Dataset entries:

··········

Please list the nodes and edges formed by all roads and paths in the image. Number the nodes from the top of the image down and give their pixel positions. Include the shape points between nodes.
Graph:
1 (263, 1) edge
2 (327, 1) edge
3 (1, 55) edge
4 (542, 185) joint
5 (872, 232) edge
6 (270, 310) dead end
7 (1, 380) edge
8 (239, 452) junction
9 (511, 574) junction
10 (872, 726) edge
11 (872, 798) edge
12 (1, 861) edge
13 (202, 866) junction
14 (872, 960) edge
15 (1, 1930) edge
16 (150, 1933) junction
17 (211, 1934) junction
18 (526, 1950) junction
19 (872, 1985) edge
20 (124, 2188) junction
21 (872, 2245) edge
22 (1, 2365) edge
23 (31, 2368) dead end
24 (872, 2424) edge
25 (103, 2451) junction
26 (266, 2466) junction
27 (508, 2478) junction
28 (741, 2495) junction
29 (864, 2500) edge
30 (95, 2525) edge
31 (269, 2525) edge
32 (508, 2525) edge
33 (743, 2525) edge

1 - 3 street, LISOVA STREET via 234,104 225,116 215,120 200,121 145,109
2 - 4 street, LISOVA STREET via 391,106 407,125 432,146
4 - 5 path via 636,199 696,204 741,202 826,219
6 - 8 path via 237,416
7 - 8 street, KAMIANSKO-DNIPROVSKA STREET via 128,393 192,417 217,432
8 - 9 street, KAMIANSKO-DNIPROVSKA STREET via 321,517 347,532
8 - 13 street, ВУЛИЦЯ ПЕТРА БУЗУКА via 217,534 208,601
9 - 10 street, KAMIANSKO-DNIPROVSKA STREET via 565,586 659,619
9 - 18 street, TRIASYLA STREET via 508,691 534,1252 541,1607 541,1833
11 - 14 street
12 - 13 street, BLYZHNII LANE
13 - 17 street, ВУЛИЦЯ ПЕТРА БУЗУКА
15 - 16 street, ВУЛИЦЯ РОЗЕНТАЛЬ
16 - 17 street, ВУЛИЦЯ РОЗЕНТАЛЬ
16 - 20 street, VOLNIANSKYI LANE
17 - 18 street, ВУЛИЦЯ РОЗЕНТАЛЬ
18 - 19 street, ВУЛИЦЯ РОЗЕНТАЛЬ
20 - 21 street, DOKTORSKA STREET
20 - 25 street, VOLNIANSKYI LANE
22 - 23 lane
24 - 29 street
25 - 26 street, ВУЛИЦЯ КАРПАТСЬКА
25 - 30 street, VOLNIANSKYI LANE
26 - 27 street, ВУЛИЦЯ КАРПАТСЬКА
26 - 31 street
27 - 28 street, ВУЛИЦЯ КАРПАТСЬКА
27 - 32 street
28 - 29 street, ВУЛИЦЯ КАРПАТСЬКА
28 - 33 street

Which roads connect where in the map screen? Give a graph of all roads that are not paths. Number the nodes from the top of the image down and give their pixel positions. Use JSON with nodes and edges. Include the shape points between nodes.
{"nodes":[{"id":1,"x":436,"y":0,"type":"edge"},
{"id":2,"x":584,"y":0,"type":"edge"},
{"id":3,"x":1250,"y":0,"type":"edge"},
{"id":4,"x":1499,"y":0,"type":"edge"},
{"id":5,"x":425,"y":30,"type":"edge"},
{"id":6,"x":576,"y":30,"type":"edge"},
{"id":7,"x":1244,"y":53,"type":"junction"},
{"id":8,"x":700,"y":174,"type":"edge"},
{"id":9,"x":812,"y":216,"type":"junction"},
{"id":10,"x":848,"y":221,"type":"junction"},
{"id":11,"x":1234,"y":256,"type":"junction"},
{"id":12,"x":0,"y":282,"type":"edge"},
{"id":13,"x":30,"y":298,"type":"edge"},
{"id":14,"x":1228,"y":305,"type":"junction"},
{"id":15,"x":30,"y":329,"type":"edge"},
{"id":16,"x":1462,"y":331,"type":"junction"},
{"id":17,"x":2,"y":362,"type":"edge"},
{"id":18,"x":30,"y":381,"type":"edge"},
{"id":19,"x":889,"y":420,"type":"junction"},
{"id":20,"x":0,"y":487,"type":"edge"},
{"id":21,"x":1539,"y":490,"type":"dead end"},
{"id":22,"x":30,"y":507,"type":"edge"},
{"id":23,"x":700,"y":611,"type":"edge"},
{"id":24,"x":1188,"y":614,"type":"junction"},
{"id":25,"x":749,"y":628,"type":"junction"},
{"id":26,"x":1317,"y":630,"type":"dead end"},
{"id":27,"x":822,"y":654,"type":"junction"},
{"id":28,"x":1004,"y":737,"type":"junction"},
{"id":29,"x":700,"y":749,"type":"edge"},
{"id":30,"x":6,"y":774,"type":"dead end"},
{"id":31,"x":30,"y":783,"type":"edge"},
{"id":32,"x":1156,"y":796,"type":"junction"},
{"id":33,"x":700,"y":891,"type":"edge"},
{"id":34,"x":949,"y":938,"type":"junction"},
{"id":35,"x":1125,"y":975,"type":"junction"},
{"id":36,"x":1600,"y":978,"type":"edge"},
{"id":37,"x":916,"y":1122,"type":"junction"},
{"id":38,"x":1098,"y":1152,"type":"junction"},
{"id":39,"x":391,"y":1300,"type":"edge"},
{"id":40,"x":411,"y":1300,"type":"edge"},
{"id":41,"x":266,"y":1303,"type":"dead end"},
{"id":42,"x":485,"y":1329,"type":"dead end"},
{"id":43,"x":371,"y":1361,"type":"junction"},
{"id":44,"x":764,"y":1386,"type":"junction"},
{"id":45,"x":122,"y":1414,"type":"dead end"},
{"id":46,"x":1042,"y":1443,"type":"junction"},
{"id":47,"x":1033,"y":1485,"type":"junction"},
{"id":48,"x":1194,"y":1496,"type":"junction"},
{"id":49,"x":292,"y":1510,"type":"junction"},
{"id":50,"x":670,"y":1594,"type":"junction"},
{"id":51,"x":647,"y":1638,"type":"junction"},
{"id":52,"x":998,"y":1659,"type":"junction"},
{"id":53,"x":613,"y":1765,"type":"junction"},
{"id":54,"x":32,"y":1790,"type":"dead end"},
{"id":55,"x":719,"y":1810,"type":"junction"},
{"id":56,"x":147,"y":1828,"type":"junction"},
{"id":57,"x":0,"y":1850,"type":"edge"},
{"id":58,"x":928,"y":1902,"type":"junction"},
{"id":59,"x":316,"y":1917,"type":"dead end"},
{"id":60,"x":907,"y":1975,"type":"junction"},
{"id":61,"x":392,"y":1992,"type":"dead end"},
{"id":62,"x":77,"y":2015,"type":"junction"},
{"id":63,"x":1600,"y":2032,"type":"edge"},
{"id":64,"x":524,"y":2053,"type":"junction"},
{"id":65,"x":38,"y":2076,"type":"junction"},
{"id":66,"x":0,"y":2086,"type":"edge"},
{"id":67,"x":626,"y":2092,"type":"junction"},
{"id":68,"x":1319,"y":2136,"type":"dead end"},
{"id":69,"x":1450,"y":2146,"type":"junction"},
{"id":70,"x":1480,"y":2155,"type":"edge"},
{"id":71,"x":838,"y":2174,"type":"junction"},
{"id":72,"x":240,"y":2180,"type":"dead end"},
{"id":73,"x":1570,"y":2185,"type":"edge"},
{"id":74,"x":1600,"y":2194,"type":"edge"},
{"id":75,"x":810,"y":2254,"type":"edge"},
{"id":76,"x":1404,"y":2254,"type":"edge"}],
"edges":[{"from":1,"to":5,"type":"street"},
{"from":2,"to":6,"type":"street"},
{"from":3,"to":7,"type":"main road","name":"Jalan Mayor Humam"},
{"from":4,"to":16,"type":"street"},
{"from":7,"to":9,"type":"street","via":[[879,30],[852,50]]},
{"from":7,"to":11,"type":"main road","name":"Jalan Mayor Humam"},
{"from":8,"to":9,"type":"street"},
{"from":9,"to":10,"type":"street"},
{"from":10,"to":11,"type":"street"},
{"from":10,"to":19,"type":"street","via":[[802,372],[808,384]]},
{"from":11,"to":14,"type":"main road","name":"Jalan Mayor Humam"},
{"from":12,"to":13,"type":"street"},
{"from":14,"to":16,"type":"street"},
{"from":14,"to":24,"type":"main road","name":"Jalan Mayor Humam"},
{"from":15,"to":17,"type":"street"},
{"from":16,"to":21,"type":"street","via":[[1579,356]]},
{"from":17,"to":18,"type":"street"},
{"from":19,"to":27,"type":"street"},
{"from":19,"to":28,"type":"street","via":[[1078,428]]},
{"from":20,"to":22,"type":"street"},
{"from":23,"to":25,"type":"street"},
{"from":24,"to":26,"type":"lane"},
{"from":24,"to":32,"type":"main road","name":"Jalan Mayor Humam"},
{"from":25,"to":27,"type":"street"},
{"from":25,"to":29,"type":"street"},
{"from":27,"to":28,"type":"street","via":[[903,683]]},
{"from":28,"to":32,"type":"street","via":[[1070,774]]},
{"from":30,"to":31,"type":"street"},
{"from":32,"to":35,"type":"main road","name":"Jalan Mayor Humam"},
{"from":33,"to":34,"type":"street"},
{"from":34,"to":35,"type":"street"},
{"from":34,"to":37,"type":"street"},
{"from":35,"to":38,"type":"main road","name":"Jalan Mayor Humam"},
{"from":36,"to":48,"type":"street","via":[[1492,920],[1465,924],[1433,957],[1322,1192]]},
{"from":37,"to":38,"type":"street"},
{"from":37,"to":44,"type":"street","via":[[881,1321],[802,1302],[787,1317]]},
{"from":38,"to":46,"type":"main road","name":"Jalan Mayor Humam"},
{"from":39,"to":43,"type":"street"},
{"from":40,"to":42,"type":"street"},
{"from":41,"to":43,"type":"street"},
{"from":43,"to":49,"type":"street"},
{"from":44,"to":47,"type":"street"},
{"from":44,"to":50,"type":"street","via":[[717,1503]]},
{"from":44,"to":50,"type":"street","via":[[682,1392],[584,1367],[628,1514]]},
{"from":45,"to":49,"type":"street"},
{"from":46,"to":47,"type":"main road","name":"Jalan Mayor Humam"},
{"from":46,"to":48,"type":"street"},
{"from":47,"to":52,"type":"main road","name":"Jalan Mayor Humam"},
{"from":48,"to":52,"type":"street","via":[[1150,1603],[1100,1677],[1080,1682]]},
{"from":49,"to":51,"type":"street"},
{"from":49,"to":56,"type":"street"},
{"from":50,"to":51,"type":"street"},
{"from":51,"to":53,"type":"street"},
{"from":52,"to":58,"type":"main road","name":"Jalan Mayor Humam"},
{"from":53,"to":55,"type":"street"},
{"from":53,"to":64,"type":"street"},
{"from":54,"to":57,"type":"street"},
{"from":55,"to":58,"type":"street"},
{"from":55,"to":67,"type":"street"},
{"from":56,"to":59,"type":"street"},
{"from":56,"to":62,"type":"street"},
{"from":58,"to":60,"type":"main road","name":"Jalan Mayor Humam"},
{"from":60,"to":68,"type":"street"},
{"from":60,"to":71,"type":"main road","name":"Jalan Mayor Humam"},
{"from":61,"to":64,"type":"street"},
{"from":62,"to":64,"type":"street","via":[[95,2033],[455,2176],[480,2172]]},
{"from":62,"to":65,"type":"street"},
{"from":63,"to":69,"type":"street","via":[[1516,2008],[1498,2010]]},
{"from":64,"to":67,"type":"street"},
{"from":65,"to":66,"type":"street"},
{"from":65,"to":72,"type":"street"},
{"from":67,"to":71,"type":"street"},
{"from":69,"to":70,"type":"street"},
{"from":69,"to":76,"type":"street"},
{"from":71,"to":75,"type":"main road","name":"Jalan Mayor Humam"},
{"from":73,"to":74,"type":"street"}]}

··········

* _Work required_: Report, using only a number, how many lines above hold the word "paths".

* _Exercise response_: 2